全国でどれくらいの食品が食べ残され、廃棄されているかを直接示す調査結果は見当たらない。農水省が調査した「食料需給表」から一人一日当たりの供給熱量を求め、厚生労働省の「国民栄養調査」からの摂取熱量と比べる方法がある。供給された食品の熱量と、実際に摂取された熱量の差が、廃棄されたか、食べ残しの食品ロスと考えられている。2つの調査は調査方法が異なるので厳密な比較はできないが、目安にはなる。

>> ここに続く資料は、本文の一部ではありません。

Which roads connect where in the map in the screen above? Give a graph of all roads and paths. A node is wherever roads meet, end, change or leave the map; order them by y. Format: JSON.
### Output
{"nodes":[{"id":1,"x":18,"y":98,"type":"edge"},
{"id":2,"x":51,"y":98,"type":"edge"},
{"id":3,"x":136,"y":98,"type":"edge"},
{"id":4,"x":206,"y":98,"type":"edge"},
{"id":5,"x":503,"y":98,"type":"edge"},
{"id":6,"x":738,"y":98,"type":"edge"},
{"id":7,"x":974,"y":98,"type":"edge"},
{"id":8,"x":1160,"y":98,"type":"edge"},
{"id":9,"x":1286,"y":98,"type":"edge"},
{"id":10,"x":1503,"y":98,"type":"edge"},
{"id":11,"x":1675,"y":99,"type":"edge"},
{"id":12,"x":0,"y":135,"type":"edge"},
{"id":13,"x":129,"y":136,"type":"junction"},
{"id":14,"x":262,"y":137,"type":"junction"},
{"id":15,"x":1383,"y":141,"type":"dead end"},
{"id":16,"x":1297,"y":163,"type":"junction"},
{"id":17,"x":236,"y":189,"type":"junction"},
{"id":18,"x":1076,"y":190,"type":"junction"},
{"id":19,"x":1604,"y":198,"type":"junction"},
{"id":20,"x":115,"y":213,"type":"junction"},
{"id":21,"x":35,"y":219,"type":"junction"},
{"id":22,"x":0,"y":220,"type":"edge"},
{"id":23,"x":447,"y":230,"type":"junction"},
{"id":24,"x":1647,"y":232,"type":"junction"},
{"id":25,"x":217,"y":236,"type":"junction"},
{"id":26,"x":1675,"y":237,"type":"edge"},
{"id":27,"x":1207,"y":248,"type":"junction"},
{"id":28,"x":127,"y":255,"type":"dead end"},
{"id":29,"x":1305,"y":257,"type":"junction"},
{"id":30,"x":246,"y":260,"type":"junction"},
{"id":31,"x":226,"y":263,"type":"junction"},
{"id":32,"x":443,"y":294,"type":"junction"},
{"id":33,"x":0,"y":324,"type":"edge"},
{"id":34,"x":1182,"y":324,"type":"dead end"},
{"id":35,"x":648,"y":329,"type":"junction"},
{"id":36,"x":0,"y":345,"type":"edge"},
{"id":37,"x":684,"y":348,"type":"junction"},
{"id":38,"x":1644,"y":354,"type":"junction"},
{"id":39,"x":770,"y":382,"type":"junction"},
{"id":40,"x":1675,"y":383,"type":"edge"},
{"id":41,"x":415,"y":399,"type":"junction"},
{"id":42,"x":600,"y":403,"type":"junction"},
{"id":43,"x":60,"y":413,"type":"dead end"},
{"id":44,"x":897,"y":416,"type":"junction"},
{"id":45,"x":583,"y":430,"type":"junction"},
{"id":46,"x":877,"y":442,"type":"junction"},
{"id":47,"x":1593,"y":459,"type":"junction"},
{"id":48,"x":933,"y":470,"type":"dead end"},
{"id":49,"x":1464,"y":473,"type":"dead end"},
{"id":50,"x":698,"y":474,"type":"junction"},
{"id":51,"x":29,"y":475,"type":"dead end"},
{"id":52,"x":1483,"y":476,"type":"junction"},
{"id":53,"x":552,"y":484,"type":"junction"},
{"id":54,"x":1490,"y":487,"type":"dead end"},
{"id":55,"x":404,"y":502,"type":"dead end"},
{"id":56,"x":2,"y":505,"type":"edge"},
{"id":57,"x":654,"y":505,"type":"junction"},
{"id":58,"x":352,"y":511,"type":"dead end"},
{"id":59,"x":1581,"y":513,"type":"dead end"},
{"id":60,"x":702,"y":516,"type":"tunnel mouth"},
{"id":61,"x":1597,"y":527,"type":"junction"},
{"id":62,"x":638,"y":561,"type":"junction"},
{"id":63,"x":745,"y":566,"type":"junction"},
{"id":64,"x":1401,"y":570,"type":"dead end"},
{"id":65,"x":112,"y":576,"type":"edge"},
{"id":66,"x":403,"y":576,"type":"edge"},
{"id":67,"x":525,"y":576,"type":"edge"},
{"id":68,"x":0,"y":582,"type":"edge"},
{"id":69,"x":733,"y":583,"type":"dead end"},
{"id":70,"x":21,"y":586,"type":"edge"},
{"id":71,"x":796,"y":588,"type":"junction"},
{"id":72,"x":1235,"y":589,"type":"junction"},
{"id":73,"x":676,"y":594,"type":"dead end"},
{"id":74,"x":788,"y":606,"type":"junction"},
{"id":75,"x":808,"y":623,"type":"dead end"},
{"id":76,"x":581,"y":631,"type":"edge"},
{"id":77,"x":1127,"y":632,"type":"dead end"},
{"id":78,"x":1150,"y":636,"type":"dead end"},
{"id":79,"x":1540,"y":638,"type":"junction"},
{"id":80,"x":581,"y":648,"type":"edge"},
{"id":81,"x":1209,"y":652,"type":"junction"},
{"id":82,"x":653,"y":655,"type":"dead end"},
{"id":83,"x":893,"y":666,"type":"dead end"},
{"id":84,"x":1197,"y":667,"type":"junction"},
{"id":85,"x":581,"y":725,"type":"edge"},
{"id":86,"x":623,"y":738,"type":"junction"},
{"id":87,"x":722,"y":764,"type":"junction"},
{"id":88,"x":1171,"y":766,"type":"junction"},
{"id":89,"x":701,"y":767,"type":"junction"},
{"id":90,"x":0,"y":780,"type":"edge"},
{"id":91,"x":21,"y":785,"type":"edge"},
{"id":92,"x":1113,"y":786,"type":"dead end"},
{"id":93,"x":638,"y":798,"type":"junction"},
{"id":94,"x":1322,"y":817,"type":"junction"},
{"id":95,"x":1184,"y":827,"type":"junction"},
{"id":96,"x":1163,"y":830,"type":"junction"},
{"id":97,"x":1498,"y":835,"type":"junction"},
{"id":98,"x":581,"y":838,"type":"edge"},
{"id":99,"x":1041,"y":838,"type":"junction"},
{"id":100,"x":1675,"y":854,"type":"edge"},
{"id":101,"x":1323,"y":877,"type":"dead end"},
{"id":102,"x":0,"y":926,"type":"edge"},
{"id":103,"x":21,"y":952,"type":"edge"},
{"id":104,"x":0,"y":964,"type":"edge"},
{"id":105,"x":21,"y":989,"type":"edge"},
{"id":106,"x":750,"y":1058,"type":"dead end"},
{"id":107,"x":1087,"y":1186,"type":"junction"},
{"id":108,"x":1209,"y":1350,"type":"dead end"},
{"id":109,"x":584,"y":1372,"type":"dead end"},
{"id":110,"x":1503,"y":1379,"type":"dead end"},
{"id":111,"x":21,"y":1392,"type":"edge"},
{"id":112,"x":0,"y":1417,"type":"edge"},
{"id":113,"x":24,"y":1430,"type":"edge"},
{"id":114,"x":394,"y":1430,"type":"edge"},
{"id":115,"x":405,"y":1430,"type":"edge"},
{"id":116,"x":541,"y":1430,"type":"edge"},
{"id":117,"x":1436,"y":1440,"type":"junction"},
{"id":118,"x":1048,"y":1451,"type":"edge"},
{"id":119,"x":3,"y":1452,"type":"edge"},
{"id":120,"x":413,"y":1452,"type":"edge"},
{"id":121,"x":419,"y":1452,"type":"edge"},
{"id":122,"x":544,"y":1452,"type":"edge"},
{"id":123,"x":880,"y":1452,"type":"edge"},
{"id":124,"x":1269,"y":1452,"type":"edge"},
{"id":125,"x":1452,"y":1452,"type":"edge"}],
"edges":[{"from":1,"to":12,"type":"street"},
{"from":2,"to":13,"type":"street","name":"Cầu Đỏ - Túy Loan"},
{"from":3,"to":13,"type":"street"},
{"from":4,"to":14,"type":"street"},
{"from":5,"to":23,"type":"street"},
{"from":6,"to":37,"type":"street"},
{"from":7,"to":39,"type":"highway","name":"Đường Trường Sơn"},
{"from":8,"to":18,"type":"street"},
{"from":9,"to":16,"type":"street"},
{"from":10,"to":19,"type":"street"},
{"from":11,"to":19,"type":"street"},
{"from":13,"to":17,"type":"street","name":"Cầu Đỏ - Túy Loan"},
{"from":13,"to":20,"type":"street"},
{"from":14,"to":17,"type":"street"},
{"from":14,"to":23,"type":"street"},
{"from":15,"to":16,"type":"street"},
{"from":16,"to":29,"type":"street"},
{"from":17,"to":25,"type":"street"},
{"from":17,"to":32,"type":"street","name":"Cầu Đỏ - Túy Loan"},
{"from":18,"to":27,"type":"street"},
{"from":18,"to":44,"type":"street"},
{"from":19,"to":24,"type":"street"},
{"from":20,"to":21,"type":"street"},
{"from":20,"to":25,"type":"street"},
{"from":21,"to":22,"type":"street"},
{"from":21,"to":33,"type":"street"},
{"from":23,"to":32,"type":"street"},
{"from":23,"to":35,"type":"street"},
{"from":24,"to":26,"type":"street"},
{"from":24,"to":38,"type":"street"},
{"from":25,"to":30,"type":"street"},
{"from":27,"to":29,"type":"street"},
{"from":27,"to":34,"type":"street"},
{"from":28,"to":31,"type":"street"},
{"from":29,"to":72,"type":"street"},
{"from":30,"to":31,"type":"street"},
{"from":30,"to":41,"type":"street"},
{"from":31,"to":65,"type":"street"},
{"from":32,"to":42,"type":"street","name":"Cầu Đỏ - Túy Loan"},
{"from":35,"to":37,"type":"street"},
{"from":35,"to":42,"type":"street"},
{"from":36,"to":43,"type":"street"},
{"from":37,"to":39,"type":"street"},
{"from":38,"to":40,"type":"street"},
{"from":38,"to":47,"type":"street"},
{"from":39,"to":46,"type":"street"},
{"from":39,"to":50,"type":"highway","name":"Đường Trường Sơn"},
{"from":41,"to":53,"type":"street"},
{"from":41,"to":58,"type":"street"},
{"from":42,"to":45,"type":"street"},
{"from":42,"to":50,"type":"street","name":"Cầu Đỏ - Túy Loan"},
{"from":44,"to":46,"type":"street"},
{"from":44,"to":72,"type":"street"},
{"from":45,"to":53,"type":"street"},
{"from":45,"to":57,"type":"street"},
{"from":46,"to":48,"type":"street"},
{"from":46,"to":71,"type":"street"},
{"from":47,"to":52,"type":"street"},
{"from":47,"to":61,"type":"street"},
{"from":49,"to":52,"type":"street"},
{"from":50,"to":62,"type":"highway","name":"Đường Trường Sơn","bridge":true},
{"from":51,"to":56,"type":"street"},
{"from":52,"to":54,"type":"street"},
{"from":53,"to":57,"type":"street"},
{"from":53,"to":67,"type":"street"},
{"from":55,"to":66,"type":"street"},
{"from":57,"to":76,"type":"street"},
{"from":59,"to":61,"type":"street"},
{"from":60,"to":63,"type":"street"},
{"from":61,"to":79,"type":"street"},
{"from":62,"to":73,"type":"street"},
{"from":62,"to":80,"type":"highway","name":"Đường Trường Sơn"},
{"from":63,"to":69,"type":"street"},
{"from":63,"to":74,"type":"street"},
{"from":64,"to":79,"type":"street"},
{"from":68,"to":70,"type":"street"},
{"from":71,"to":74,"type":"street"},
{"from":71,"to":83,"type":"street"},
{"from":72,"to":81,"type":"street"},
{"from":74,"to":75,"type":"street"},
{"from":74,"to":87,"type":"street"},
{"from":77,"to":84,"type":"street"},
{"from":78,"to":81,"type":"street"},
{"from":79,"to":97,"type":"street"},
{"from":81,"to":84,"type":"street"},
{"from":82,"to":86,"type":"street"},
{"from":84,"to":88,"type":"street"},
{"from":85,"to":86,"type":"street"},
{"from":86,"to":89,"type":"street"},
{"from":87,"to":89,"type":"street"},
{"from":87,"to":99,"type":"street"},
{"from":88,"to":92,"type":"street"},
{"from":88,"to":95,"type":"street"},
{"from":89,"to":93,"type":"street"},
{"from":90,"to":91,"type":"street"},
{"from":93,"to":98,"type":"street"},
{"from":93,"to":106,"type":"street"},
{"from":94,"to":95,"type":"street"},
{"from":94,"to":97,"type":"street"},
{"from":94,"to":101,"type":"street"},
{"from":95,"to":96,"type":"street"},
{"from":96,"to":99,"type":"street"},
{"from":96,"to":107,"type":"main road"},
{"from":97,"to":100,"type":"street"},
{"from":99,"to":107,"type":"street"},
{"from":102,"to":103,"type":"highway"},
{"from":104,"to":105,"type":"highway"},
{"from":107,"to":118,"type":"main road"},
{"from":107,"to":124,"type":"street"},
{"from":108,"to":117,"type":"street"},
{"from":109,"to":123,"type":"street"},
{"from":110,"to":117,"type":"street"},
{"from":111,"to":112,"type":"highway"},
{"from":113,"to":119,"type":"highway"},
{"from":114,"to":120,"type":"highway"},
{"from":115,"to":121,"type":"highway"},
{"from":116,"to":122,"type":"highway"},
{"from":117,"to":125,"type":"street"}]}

2003年の熱供給量は2587キロカロリー、摂取量は1920キロカロリーなので、その差は667キロカロリーだ。28年前の1975年は、差が329キロカロリーだったので倍以上に広がった。廃棄や食べ残しが増える傾向にあることは確かだ。667キロカロリーといえば、ほぼ1食分の熱量になる。毎日、だれもがみんな1食分を捨てるか、食べ残している状態は、どう考えても異常だ。
農水省が食堂やレストランなどの外食産業を調査した結果では、ご飯の量を客が選べるようにすると、食べ残しが少なかった。こうした仕組みにすることだ。それでも残ったものは、飼料や肥料に再利用する。食育の基本としてもきめ細かい取り組みをきちんと積み重ねていきたい。